Burmese food can be an absolute delight, or an oil soaked stewed nightmare. It depends on how adventurous you are. The best food we ate during our stay in Myanmar was when we weren’t quite sure what we were getting, but dived in anyway. Sometimes more carefully than others.
My first realisation that we were off the beaten track was when stumbled into the kitchen and was presented, for my breakfast, – a bowl of hornets. Delicately fried, definitely distinguishable, obviously hornets. A disgruntled relative buzzed around my head.
What the heck, I though and dove in. Carefully.

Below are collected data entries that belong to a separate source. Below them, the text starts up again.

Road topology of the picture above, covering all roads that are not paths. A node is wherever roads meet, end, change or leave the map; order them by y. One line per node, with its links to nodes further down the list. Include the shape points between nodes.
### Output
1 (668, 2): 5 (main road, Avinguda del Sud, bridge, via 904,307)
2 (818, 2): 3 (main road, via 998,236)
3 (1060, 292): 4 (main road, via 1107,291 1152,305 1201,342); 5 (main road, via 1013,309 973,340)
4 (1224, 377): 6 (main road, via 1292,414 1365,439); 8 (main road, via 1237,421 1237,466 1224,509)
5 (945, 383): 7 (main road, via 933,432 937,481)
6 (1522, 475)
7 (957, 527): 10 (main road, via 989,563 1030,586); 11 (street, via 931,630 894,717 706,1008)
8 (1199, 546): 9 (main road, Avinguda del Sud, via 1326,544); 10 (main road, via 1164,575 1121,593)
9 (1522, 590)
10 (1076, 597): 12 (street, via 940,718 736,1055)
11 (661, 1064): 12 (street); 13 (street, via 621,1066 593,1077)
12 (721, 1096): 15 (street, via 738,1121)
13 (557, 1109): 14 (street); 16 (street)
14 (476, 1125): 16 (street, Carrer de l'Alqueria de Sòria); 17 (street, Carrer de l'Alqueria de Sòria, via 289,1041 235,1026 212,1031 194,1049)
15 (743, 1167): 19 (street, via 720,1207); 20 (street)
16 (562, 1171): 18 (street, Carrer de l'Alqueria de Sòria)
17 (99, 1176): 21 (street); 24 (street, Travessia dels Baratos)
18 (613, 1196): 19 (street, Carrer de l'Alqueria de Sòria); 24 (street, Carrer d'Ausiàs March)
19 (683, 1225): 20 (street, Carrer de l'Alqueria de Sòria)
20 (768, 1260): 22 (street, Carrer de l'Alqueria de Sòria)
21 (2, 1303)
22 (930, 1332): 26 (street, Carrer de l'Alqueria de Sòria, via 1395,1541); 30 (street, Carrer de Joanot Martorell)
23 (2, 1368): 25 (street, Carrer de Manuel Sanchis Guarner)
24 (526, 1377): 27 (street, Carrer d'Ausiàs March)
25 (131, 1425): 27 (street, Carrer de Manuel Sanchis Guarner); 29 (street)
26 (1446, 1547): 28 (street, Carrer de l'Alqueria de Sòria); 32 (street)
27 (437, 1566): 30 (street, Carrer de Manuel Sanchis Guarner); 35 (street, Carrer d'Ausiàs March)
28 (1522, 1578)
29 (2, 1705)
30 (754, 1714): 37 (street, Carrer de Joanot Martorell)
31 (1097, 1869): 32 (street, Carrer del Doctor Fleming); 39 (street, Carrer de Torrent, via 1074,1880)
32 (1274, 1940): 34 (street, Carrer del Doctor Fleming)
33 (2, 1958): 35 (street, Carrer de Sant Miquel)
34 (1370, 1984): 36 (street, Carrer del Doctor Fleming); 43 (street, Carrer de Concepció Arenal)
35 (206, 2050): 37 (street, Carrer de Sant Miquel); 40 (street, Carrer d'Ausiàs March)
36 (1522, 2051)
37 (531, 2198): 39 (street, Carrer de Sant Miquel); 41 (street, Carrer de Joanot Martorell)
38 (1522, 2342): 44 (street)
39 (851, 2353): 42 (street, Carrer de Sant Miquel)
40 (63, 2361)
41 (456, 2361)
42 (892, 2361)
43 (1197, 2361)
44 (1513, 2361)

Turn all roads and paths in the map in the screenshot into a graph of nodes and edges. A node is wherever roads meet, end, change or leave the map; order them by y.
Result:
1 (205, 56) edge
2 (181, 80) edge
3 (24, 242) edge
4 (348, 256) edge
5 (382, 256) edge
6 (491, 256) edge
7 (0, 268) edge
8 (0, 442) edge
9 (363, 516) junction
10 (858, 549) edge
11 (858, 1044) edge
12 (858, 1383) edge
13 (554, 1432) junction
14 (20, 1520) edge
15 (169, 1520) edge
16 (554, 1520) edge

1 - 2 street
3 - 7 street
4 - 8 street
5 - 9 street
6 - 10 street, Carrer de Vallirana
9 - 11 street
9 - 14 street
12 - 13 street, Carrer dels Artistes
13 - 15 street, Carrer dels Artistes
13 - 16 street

This was breakfast in Shan State. We’d trekked just for a day to stay with a hill tribe (there might not have been a toilet in the building, but I’m sure that was a satellite dish out front…) and the hornets were just one of the examples of how they use all available food sources. The World Health Organization does recommend that we eat more insects, so give it a go if you can. Hornets are crunchy-ish, and yes, there’s an almost chicken like taste about them.
The rest of breakfast was pretty normal..
In our three weeks in Myanmar, we never did get to try the “National Dish”- Mohinga – a catfish noodle soup with onions, lemongrass, garlic, chili and lime. The opportunity just didn’t present itself, but, I figure, it’s a reason to go back..
When we travelled there was very little online booking available for buses, trains and ferries in Myanmar and South East Asia – the folks at Easybook have now remedied that – check timetables and book tickets online now – its WAY easier!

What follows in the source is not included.